From where I sit at a desk in the upstairs study I can see the thick curtains of rain moving in across Cusop Hill, brushing over the summit like grey sheets of water, obscuring the green fields and dark hedgerows and copses of trees. Then the rain sweeps down across the valley and hammers at the windows and the French doors downstairs. The Welsh countryside obscured and vanishing.

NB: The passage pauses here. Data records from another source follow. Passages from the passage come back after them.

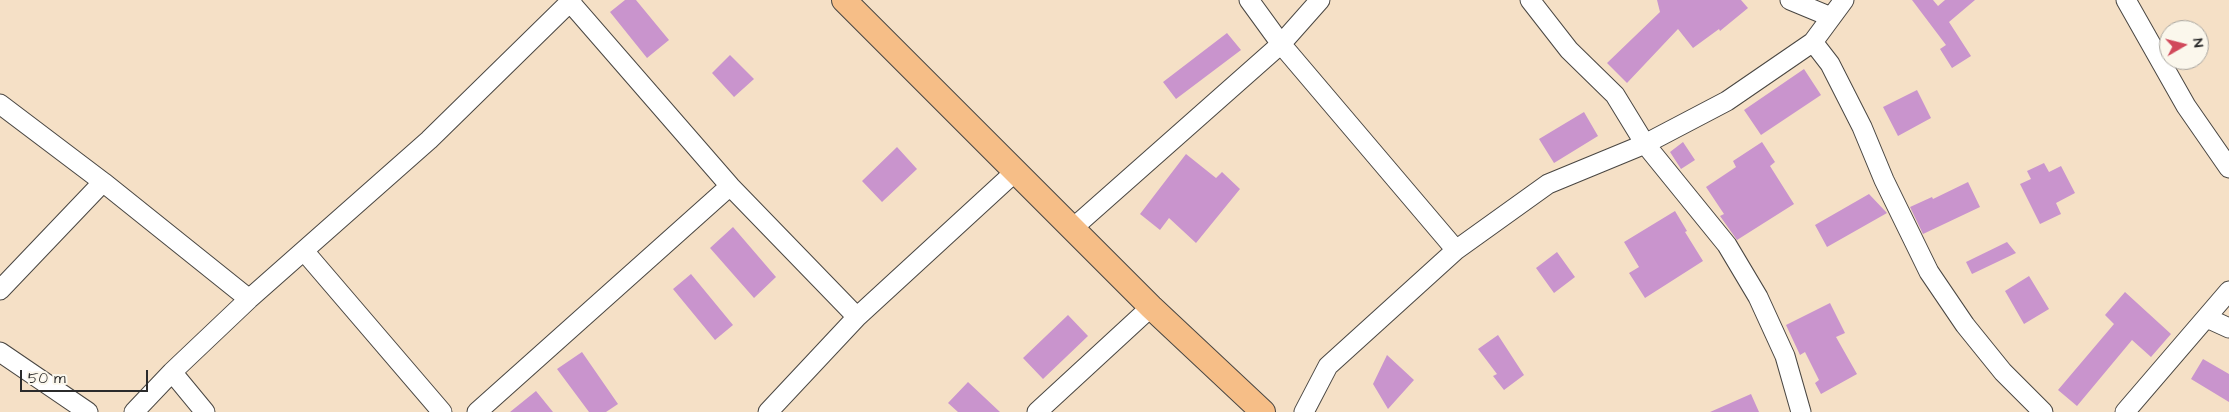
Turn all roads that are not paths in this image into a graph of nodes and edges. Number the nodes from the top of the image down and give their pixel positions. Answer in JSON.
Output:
{"nodes":[{"id":1,"x":844,"y":0,"type":"edge"},
{"id":2,"x":1249,"y":0,"type":"edge"},
{"id":3,"x":1320,"y":0,"type":"edge"},
{"id":4,"x":1530,"y":0,"type":"edge"},
{"id":5,"x":1790,"y":0,"type":"edge"},
{"id":6,"x":1844,"y":0,"type":"edge"},
{"id":7,"x":2126,"y":0,"type":"edge"},
{"id":8,"x":571,"y":1,"type":"edge"},
{"id":9,"x":1831,"y":17,"type":"junction"},
{"id":10,"x":1813,"y":42,"type":"junction"},
{"id":11,"x":1281,"y":44,"type":"junction"},
{"id":12,"x":0,"y":104,"type":"edge"},
{"id":13,"x":1645,"y":144,"type":"junction"},
{"id":14,"x":2229,"y":168,"type":"edge"},
{"id":15,"x":1016,"y":171,"type":"junction"},
{"id":16,"x":103,"y":182,"type":"junction"},
{"id":17,"x":730,"y":186,"type":"junction"},
{"id":18,"x":1072,"y":228,"type":"junction"},
{"id":19,"x":304,"y":250,"type":"junction"},
{"id":20,"x":1456,"y":250,"type":"junction"},
{"id":21,"x":0,"y":290,"type":"edge"},
{"id":22,"x":2229,"y":291,"type":"edge"},
{"id":23,"x":249,"y":299,"type":"junction"},
{"id":24,"x":1151,"y":307,"type":"junction"},
{"id":25,"x":857,"y":317,"type":"junction"},
{"id":26,"x":2207,"y":318,"type":"junction"},
{"id":27,"x":2229,"y":328,"type":"edge"},
{"id":28,"x":0,"y":352,"type":"edge"},
{"id":29,"x":172,"y":372,"type":"junction"},
{"id":30,"x":88,"y":412,"type":"edge"},
{"id":31,"x":134,"y":412,"type":"edge"},
{"id":32,"x":205,"y":412,"type":"edge"},
{"id":33,"x":442,"y":412,"type":"edge"},
{"id":34,"x":477,"y":412,"type":"edge"},
{"id":35,"x":768,"y":412,"type":"edge"},
{"id":36,"x":1037,"y":412,"type":"edge"},
{"id":37,"x":1262,"y":412,"type":"edge"},
{"id":38,"x":1304,"y":412,"type":"edge"},
{"id":39,"x":1801,"y":412,"type":"edge"},
{"id":40,"x":2043,"y":412,"type":"edge"},
{"id":41,"x":2125,"y":412,"type":"edge"}],
"edges":[{"from":1,"to":15,"type":"main road"},
{"from":2,"to":11,"type":"street"},
{"from":3,"to":11,"type":"street"},
{"from":4,"to":13,"type":"street"},
{"from":5,"to":9,"type":"street"},
{"from":6,"to":9,"type":"street"},
{"from":7,"to":14,"type":"street"},
{"from":8,"to":17,"type":"street"},
{"from":8,"to":19,"type":"street"},
{"from":9,"to":10,"type":"street"},
{"from":10,"to":13,"type":"street"},
{"from":10,"to":40,"type":"street"},
{"from":11,"to":18,"type":"street"},
{"from":11,"to":20,"type":"street"},
{"from":12,"to":16,"type":"street"},
{"from":13,"to":20,"type":"street"},
{"from":13,"to":39,"type":"street"},
{"from":15,"to":18,"type":"main road"},
{"from":15,"to":25,"type":"street"},
{"from":16,"to":21,"type":"street"},
{"from":16,"to":23,"type":"street"},
{"from":17,"to":25,"type":"street"},
{"from":17,"to":34,"type":"street"},
{"from":18,"to":24,"type":"main road"},
{"from":19,"to":23,"type":"street"},
{"from":19,"to":33,"type":"street"},
{"from":20,"to":38,"type":"street"},
{"from":22,"to":26,"type":"street"},
{"from":23,"to":29,"type":"street"},
{"from":24,"to":36,"type":"street"},
{"from":24,"to":37,"type":"main road"},
{"from":25,"to":35,"type":"street"},
{"from":26,"to":27,"type":"street"},
{"from":26,"to":41,"type":"street"},
{"from":28,"to":30,"type":"street"},
{"from":29,"to":31,"type":"street"},
{"from":29,"to":32,"type":"street"}]}
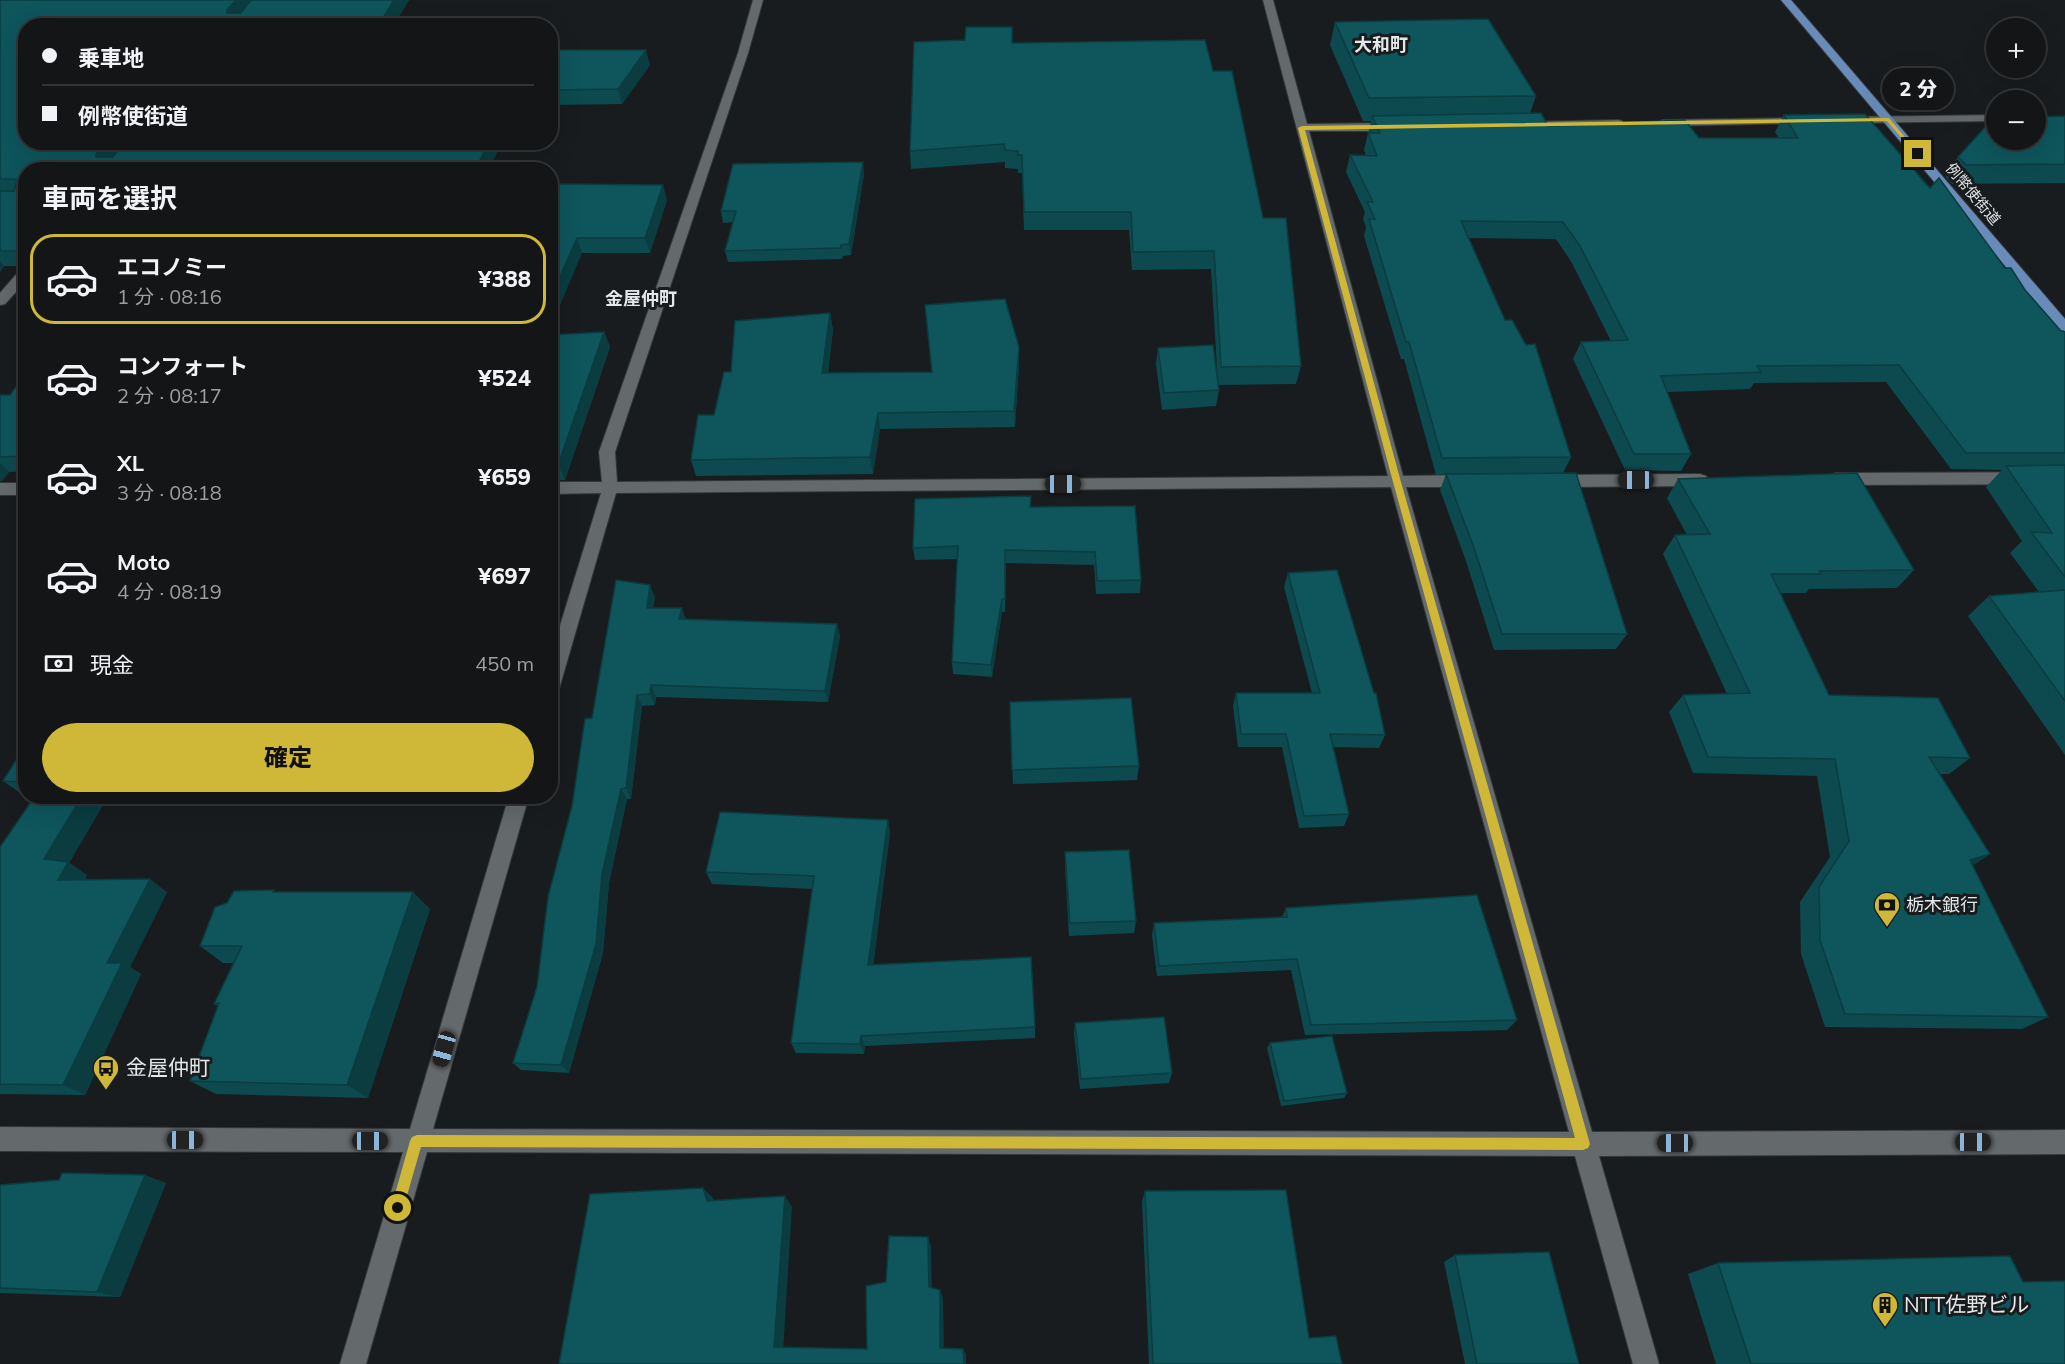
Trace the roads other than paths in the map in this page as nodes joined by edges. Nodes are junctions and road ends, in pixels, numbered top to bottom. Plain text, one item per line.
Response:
1 (758, 0) edge
2 (1268, 0) edge
3 (1786, 0) edge
4 (1986, 118) edge
5 (1889, 119) junction
6 (1625, 123) edge
7 (1649, 123) edge
8 (1517, 125) edge
9 (1409, 126) edge
10 (1302, 128) junction
11 (18, 281) edge
12 (0, 301) edge
13 (2065, 328) edge
14 (2065, 478) edge
15 (1815, 479) edge
16 (1719, 480) edge
17 (1481, 481) edge
18 (1540, 481) edge
19 (1397, 482) junction
20 (558, 488) edge
21 (610, 488) junction
22 (0, 489) edge
23 (18, 489) edge
24 (558, 661) edge
25 (517, 804) edge
26 (0, 1139) edge
27 (417, 1141) junction
28 (2065, 1142) edge
29 (1583, 1144) junction
30 (353, 1364) edge
31 (1646, 1364) edge

1 - 21 street
2 - 10 street
3 - 5 main road, 例幣使街道
4 - 5 street
5 - 7 street
5 - 13 main road, 例幣使街道
6 - 8 street
9 - 10 street
10 - 19 street
11 - 12 street
14 - 15 street
16 - 18 street
17 - 19 street
19 - 21 street
19 - 29 street
20 - 21 street
21 - 24 street
22 - 23 street
25 - 27 street
26 - 27 street
27 - 29 street
27 - 30 street
28 - 29 street
29 - 31 street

Sometimes I wonder what people do during these tiring and hard passages of life if they cannot work. All day, housed and hemmed in by rain, I have sat writing notes on the traditional foods of Wales (bara brith or tea cake; bara lawr a chocos or cockles and laverbread; Glamorgan meat-free sausages), studying the poetry of Anne Carson and Eavan Boland, reflecting on the paradoxes of the young Simone Weil, drafting out fiction. Reading in itself is not enough at times like this, the mind needs a sterner occupation and I wish sometimes I had learned embroidery or weaving so that I could keep my hands busy too. But writing down thoughts holds the mind steady and there is a shaping and editing that is a kind of dry discipline and distraction. To work with no commercial end or goal in view but the work itself, the habit of hard work.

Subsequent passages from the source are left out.